Tribune Va-t-on vers la mort du point de vente physique ? Par Pierre Creuzet, directeur et fondateur de Centre-Ville en Mouvement
Devons-nous nous alarmer devant les chiffres publiés par l’institut CSA et la Fevad ? Ils montrent nettement une augmentation des achats sur Internet (+ 7 % comparé à l’année dernière). Parmi les produits plébiscités, l’habillement, les produits culturels… Mais à ces chiffres il est intéressant d’en opposer d’autres ! Par Pierre Creuzet, directeur et fondateur de Centre-Ville en Mouvement.

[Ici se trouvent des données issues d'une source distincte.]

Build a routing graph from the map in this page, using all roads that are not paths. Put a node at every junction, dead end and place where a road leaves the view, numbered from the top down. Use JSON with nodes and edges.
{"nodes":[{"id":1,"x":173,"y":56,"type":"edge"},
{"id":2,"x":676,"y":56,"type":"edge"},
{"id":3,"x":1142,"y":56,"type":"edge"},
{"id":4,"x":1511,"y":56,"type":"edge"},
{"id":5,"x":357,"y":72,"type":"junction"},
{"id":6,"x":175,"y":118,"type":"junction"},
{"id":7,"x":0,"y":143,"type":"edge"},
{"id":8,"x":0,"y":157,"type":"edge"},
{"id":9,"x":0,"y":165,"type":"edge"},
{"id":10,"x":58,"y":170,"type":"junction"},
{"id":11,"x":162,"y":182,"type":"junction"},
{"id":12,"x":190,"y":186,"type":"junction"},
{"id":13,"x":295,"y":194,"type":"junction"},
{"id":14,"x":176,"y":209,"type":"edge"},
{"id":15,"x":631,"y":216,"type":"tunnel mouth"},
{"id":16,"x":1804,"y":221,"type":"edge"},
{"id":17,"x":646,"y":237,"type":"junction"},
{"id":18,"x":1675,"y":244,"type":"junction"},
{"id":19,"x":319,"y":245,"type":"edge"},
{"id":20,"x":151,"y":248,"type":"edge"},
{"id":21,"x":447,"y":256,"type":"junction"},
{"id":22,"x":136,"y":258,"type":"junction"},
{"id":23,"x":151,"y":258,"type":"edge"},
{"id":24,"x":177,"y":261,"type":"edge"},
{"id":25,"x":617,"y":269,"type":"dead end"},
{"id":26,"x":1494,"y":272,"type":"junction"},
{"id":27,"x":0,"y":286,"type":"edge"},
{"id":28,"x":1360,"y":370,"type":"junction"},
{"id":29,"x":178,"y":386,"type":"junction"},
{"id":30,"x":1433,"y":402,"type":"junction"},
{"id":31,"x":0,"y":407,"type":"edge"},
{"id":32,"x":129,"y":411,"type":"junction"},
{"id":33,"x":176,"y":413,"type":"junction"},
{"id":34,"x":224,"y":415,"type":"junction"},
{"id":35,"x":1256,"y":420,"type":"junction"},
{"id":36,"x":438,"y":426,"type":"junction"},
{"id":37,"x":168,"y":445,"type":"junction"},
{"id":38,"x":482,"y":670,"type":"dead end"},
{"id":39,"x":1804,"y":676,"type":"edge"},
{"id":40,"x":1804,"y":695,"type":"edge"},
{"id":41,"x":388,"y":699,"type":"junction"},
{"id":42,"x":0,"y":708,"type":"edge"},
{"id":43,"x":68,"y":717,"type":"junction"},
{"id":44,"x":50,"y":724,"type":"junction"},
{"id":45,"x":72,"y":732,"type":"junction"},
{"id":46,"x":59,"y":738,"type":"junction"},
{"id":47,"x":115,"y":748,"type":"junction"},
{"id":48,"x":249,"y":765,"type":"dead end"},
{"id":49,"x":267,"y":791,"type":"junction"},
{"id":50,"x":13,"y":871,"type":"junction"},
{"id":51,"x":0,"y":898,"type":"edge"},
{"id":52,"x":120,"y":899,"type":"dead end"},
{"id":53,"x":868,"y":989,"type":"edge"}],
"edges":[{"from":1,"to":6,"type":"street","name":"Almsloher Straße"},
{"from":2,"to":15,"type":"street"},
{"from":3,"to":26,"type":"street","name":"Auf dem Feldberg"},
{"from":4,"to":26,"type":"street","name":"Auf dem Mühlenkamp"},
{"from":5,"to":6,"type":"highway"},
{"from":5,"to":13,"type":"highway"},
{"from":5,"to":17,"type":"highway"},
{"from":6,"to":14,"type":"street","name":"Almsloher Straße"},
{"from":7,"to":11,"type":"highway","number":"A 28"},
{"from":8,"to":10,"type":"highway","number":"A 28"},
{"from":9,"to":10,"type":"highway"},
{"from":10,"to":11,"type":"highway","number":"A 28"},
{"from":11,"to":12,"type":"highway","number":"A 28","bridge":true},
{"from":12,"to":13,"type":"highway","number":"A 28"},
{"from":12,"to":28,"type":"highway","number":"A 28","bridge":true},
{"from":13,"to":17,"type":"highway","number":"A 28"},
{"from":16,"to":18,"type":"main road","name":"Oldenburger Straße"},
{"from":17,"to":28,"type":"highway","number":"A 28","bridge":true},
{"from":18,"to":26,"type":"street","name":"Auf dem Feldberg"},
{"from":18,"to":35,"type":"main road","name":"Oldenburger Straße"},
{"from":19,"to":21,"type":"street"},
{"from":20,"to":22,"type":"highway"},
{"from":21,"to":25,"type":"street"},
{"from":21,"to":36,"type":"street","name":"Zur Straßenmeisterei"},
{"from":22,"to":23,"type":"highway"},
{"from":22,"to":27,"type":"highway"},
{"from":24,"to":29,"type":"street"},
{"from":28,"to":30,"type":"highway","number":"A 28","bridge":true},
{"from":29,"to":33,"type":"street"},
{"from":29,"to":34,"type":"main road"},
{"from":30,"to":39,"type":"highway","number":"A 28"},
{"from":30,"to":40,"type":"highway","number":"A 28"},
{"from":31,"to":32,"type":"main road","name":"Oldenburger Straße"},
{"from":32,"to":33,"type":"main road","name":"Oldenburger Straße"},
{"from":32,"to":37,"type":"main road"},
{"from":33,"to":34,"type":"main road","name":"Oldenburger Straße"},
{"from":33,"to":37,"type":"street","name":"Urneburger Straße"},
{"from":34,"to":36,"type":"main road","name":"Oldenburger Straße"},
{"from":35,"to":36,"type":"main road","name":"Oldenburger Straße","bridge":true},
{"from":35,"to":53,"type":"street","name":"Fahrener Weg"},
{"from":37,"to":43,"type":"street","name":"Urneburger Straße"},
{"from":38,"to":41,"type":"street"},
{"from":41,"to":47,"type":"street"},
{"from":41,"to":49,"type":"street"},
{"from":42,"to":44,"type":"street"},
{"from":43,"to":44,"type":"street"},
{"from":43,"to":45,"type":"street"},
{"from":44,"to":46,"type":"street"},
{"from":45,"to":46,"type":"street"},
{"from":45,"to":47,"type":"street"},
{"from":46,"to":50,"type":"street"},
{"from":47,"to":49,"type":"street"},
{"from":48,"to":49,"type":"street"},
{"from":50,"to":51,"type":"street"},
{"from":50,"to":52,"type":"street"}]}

Chaque année, nous réalisons avec l’institut CSA le Baromètre du Centre-Ville et des Commerces. La “morale” de cette enquête est le fort attachement des Français à leurs coeurs de villes. En 2017, ils étaient 24 % à déclarer fréquenter davantage les commerces de centre-ville (soit 4 % de plus comparé à 2016), 35 % à se rendre en coeur de ville car il fait bon y “flâner”. Et si l’alchimie des centres-villes s’opère, c’est en grande partie grâce à l’attractivité des commerces. C’est bien le traiteur local qui saura aiguiller les consommateurs sur l’association des mets, le libraire qui proposera une découverte coup de coeur, le gérant d’une boutique qui saura apporter un conseil personnalisé... Ce sont eux qui pourront finir par connaître personnellement leurs clients. Ces commerces bien spécifiques aux centres-villes ont de nombreux avantages pour tirer leur épingle du jeu.
EXPÉRIENCE CONNECTÉE
Le point de vente physique n’est pas déserté, cependant pour continuer à attiser la curiosité des consommateurs, il doit se réinventer. Le commerce en ligne sera une menace tant qu’il n’aura pas été approprié par les commerçants et transformé en atout. Aménager ses horaires d’ouverture, proposer des services connectés, décliner une offre multi-services… Le nouveau consommateur ou plus précisément le “consom’acteur” a des exigences nouvelles qu’il s’agit de comprendre. Une présence sur Internet pour n’importe quel commerce est devenue indispensable. Il faut jouer avec la complémentarité offerte par les nouvelles technologies. On ne peut pas stopper le progrès, au contraire le numérique est une bonne chose pour accélérer les échanges, proposer du choix, mais il faut alors que les commerces s’adaptent à cette nouvelle génération, aux nouvelles façons de consommer, pour faire du centre-ville une destination car le commerce ne pourra n’être qu’un commerce de proximité. Vitrine interactive, miroir connecté ou encore la révolution du paiement sans contact, c’est désormais avant tout une expérience connectée qui est souhaitée par le client. De nouveaux types de commerces émergents peuvent également répondre à la demande. En offrant plusieurs services, ils répondent aux différents besoins des clients : comme cette pâtisserie-verrerie à Metz, les librairies-salon de thé, ou encore les services de relooking personnalisés dans les boutiques de prêt-à-porter.
MAINTENIR L'ATTRACTIVITÉ
Les managers de centre-ville ou développeurs d’enseignes ont un rôle à jouer dans la métamorphose et l’attractivité des commerces dans les centres-villes. Nous venons d'ailleurs de lancer l’Observatoire de Gestion de Centre-Ville, notre 4e Observatoire national. Il fait suite à 10 ans d'actions et de réflexions avec la Délégation au Management de Centre-Ville portée par notre association. Il viendra se nourrir de la multitude d’informations des 3 autres observatoires nationaux créés en 2015 : commerce et artisanat, mobilité et énergie, environnement et vie urbaine. Il va permettre d’accompagner les professionnels du centre-ville avec des données concrètes et innovantes (études, expérimentations, outils juridiques…) afin de pouvoir oeuvrer en faveur du renouveau des centres-villes, et notamment d’accompagner les commerçants. Nous sommes, par ailleurs, en discussion avec plusieurs universités pour créer à la rentrée prochaine un diplôme de manager ou développeur de centre-ville. Après un an de spécialisation sur ce métier, les développeurs se retrouvent ainsi qualifiés pour être capables de traiter des sujets relevant à la fois de l’urbanisme et de l’aménagement, du commerce et du marketing territorial.